Requirements for MOC Part IV “Performance in Practice” are the last to be developed and will include patient and professional surveys and active engagement in performance improvement.
“The surveys are meant to help doctors see what areas need improvement, particularly with regard to communication,” Dr. Miller said. Patients will be given instructions on how to complete the brief survey online or using a touchtone phone, and will be conducted every three to five years. The survey will provide physicians with feedback as to the patients’ experience under their care. An additional survey will gather feedback from other healthcare professionals who refer to, or work with, the physician in the healthcare system, providing perspective of how he or she functions within the system.
Rounding out Part IV is engagement in a formal performance improvement activity following the traditional quality improvement process:
- Measure
- Analyze
- Develop Plan for Improvement
- Implement
- Re-measure
Participants will enter data online in a Performance Improvement Module (PIM) and will receive feedback on strengths and areas for improvement. After implementing any identified changes, the participant will re-measure to confirm improvement.
Last but not least, Structured Educational Modules (SEMOs) on the topics covered in the SAMs and PIMs will be created and made available to MOC participants as they go through those modules.
“Performance in practice is the most critical aspect of MOC,” Dr. Miller said. “The opportunity to get specific feedback and act upon it is crucial to improved patient care.”
The MOC cycle and pricing will change in November. The MOC fees were established piecemeal as the program rolled out during the past 10 years. With all four MOC components in place, the ABOto is able to reduce the costs and established a flat price of $310 a year that covers each part of the program. The payment cycle will shift from June to November.
Take comfort in the knowledge that the members of the ABOto Board of Directors are personally engaged in MOC. The directors’ voluntary participation in support of MOC has helped fine-tune the process during the decade of development.
Otolaryngologists holding a lifetime certificate are considered “grandfathered,” but would be wise to consider their own eventual participation in MOC.

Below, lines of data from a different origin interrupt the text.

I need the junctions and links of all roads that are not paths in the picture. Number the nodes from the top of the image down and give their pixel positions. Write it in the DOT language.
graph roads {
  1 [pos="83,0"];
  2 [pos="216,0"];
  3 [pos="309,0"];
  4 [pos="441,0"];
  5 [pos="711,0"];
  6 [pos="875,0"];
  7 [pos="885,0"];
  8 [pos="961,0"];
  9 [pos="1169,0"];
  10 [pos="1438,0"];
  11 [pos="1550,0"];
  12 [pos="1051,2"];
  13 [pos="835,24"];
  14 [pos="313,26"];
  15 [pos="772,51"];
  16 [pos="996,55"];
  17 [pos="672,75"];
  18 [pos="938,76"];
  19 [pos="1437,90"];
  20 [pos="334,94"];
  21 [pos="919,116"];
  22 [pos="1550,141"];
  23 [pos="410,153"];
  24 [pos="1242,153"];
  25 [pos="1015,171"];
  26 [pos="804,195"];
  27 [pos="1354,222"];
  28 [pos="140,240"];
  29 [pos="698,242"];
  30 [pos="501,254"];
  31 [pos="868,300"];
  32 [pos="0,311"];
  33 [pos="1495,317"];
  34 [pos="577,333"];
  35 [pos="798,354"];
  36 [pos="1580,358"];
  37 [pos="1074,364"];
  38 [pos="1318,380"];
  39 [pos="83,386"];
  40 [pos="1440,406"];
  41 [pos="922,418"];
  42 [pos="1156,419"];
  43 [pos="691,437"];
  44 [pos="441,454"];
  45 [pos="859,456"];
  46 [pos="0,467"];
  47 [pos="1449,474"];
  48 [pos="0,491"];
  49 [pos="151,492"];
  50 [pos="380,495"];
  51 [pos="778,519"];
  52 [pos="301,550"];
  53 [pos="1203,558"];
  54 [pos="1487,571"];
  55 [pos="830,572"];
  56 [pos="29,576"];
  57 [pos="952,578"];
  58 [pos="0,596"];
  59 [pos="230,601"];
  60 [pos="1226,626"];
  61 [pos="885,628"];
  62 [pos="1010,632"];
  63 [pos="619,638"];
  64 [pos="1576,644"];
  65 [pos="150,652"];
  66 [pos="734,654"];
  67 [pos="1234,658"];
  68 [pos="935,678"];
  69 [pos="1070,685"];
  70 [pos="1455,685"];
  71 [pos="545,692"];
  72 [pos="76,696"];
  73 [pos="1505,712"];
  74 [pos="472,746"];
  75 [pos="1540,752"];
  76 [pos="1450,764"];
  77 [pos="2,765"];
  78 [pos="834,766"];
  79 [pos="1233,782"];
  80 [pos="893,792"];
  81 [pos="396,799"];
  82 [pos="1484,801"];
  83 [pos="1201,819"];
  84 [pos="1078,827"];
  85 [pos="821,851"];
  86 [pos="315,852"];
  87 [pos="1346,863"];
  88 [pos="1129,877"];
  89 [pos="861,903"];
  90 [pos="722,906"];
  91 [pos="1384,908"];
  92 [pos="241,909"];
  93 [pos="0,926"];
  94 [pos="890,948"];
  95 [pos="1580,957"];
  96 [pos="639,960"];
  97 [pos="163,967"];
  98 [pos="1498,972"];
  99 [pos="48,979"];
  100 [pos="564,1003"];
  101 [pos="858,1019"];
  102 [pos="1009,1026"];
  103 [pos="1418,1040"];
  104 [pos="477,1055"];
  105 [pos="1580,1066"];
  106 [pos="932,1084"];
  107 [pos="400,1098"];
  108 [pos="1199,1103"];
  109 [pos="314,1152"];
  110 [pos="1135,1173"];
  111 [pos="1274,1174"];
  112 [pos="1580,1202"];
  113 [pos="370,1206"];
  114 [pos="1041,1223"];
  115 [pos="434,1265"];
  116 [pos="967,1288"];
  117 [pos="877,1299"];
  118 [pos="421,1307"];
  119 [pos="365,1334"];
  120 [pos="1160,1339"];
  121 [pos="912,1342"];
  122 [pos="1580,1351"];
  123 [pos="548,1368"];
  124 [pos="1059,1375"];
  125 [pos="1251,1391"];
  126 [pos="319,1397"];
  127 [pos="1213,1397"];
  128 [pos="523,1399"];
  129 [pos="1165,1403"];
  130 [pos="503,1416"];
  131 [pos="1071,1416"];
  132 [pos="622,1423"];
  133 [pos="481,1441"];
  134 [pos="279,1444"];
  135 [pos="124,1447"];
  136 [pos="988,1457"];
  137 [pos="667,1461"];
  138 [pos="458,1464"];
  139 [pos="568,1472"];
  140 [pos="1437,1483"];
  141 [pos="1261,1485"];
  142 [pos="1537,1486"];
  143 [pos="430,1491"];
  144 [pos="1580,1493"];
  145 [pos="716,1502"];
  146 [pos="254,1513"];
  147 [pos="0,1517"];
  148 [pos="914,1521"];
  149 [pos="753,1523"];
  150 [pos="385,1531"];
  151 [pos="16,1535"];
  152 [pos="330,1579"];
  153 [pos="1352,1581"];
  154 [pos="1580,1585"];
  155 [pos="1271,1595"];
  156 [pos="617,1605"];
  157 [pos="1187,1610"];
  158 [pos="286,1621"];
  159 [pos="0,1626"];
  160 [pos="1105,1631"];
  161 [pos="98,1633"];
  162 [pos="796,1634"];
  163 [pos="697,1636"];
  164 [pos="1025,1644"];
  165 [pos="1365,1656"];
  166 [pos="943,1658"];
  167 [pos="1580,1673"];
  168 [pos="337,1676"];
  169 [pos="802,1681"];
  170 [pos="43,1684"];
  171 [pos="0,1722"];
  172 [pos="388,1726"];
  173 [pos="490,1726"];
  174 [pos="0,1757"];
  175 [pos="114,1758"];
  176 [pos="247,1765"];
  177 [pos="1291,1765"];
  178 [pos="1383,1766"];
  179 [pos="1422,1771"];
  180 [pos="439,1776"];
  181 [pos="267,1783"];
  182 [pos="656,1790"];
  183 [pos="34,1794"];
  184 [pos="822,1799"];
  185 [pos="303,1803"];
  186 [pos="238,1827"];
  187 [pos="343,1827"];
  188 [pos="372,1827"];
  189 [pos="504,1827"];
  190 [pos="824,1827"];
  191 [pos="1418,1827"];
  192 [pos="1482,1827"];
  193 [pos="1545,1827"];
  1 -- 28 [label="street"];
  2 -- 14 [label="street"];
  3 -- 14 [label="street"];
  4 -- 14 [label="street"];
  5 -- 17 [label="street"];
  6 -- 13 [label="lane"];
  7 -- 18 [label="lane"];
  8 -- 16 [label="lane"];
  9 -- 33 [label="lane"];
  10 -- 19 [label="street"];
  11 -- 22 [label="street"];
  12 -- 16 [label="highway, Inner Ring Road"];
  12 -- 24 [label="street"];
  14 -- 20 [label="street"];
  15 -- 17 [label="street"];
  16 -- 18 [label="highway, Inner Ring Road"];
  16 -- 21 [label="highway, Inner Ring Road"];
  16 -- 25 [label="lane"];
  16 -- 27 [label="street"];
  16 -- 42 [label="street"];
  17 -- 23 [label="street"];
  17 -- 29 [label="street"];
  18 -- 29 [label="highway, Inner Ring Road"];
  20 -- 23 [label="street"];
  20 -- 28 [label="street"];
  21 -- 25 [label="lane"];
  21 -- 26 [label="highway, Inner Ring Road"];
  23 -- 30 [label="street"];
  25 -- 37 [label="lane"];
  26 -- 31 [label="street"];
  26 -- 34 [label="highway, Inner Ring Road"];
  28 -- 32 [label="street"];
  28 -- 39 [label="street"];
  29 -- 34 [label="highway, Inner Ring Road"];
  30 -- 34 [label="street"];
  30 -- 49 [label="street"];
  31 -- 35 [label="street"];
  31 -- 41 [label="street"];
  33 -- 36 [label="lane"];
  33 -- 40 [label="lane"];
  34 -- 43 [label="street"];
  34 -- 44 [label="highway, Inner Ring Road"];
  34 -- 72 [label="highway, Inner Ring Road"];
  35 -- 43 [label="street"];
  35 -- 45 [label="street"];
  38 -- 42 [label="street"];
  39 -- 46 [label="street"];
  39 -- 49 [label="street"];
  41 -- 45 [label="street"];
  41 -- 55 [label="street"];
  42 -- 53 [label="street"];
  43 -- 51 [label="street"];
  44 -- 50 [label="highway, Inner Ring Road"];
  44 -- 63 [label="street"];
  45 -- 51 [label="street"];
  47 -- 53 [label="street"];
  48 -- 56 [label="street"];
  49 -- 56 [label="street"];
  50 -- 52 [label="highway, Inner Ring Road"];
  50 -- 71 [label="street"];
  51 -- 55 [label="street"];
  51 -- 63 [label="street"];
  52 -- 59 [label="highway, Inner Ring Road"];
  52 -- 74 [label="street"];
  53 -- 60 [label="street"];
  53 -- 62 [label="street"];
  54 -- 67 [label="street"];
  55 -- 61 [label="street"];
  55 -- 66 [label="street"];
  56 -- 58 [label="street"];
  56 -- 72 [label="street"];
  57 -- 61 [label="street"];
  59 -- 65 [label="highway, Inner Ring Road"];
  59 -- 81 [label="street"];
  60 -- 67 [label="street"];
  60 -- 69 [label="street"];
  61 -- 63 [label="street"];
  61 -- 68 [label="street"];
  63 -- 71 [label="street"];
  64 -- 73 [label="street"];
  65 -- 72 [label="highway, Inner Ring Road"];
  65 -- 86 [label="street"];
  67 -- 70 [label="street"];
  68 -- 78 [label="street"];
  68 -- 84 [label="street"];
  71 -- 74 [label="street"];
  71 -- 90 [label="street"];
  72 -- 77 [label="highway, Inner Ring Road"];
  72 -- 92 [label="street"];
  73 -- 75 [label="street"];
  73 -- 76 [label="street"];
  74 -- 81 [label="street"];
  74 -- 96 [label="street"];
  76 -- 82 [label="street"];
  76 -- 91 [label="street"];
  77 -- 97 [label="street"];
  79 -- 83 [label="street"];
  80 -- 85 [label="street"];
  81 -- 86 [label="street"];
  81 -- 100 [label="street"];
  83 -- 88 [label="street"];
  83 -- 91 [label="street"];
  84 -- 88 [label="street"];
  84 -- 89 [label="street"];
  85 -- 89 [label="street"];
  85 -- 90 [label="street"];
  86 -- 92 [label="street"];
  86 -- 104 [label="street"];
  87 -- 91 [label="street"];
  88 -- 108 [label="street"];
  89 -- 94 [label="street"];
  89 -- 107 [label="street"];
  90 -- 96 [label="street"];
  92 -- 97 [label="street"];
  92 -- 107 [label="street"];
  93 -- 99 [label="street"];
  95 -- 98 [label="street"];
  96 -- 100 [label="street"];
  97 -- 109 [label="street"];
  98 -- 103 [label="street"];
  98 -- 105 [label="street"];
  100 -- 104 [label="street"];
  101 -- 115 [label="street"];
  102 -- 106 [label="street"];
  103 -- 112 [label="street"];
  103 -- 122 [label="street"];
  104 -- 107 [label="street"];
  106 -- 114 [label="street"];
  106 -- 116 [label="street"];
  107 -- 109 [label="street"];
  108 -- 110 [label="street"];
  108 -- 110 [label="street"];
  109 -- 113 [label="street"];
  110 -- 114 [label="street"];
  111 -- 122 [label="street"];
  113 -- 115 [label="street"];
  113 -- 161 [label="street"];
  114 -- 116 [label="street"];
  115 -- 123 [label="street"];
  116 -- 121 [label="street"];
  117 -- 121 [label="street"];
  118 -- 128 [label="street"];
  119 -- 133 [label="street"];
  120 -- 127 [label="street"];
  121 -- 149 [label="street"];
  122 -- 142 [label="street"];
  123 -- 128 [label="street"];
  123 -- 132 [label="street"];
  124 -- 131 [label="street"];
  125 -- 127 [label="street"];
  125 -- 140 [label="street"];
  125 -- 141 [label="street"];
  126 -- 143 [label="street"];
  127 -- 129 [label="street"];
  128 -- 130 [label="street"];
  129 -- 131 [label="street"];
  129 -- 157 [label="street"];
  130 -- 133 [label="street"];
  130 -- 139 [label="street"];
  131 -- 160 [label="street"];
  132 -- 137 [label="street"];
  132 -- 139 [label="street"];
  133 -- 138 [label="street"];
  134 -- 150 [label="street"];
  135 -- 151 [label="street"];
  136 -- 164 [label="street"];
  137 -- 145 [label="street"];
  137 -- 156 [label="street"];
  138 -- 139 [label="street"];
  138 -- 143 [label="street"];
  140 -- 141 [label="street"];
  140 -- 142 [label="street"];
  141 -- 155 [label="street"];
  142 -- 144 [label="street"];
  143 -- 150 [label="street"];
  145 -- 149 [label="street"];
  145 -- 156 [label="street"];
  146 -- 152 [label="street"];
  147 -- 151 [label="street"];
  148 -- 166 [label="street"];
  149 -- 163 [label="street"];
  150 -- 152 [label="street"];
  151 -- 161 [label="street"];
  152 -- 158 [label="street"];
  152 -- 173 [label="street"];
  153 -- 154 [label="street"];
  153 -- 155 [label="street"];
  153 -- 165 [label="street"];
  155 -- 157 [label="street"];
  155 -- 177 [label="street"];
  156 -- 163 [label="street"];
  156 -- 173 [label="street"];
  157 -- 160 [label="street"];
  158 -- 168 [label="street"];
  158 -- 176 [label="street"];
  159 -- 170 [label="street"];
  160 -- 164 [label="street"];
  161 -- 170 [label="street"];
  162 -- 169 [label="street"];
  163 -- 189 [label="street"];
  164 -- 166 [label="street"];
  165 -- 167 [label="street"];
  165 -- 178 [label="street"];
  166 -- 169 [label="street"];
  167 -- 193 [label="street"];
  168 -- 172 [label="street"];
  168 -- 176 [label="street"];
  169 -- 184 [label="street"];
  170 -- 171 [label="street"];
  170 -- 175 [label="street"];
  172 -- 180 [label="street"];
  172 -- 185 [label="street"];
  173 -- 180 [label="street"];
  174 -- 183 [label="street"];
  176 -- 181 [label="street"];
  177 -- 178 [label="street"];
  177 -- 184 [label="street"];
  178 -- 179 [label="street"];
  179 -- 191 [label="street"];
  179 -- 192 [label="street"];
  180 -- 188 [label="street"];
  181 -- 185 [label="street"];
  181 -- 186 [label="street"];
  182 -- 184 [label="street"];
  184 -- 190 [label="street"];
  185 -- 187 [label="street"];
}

There are more inducements to participate voluntarily in MOC, Miller said. Some insurance providers offer financial advantages for doctors who are involved in MOC, and an increasing number of hospitals require that doctors participate in MOC. Malpractice rates for some specialists can be lower for doctors participating in MOC.
The Federation of State Medical Boards (FSMB) continues its progress toward Maintenance of Licensure (MOL), which could require doctors to participate in continuing education, and develop competencies in patient care, communication skills, medical knowledge, and professionalism. MOC is a potential alternative to the MOL requirements.
“At every phase of your career, the Foundation provides resources and support to improve patient care and to meet ever-increasing requirements for licensure and certification,” said Sonya Malekzadeh, MD, Foundation education coordinator.
“Download the Foundation’s latest app—AcademyQ: Otolaryngology Knowledge Assessment Tool—to test your otolaryngology expertise anywhere anytime on your iPhone, iPad, or iPod Touch. Watch for a revised edition of the Maintenance Manual for Lifelong Learning.”
Dr. Malekzadeh suggested, “The key is to continually self-assess, read the literature, and stay committed to the principles and practice of lifelong learning that led to your achievement as a board certified otolaryngologist in the first place.”
As Dr. Miller concluded, “Certification is not just passing the exam. It starts when doctors begin their training, and it ends when they retire.”